The same can be said for the whole movie. "Please Don't Eat The Daisies" is charming in a way films wouldn't dare be today. The dialogue is unnaturally whipsmart Neil-Simonesque, even when it's Day talking to one of her sons ("All he does is eat and sleep." "He's a dog. What d'ya want from him, blank verse?"). The youngest boy is clearly overdubbed by a woman with a cutesy voice, saying "Cokee Cola" as he drops water bags on people in a way that's supposed to suggest Tom Sawyer, not lawsuits. The dog jumps into Niven's arms at the sight of a squirrel, and he raises his magnificent eyebrows as only David Niven can at the idea of finding himself in a lightweight suburban farce.

Day makes you glad you stopped by, a suburbanite dream in her snug Capri slacks who finds the humor in every scene. Limited, yes, but very good in her genre, enough to make a film like this at least intermittently entertaining. She and Niven do play very well off each other. Like Michael E. Barrett wrote here in another review, the scene of them in the restaurant together after Niven has had his face slapped is a terrifically acted sequence, underplayed well by both stars.

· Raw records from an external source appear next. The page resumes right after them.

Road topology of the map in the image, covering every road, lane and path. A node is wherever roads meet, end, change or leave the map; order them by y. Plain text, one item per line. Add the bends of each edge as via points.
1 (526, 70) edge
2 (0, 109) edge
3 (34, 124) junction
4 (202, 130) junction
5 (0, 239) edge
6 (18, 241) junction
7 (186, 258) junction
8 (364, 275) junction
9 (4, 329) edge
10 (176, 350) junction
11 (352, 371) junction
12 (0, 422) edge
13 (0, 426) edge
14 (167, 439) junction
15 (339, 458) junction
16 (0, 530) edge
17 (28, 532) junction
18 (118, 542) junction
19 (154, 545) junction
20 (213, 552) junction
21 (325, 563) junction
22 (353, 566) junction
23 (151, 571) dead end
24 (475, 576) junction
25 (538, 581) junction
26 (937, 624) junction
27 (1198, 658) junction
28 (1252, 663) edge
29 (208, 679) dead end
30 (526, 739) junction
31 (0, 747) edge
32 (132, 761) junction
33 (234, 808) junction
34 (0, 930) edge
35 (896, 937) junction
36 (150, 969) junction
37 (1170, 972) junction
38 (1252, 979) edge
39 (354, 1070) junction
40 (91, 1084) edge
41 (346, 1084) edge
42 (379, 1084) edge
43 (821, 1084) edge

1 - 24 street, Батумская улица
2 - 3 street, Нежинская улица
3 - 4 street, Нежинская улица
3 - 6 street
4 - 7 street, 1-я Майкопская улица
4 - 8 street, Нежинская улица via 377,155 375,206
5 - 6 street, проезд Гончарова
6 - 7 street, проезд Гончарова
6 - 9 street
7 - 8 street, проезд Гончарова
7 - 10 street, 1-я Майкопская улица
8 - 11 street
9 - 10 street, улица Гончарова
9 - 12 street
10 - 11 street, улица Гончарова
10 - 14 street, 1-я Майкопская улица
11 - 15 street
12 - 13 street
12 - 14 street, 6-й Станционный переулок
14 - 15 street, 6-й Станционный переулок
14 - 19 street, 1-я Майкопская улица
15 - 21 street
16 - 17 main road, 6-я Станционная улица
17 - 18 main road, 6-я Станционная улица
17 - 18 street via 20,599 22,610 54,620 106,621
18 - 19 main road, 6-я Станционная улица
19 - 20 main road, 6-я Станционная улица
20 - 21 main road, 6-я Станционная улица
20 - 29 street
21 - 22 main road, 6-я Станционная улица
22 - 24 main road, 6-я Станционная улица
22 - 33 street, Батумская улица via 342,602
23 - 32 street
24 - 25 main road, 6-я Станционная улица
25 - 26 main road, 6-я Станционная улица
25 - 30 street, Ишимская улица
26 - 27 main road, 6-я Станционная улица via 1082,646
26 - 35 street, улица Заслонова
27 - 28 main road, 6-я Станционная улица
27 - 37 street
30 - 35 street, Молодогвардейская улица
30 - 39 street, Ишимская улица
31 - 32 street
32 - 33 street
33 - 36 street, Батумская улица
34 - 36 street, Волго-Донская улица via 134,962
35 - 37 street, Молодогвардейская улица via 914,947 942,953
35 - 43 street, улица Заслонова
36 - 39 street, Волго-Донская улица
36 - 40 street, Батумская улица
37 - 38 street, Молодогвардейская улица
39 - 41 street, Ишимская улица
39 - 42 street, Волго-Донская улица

Unfortunately, the rest of film doesn't rise to that same level of subtlety. Instead, she does her suburban mom thing while he plays the non-vicious critic with a vicious reputation, until at the end we are asked to pretend the twain come to meet and all is resolved. It doesn't, but the nicest thing to be said for "Please Don't Eat The Daisies" is that it's so genial it makes you willing to pretend otherwise.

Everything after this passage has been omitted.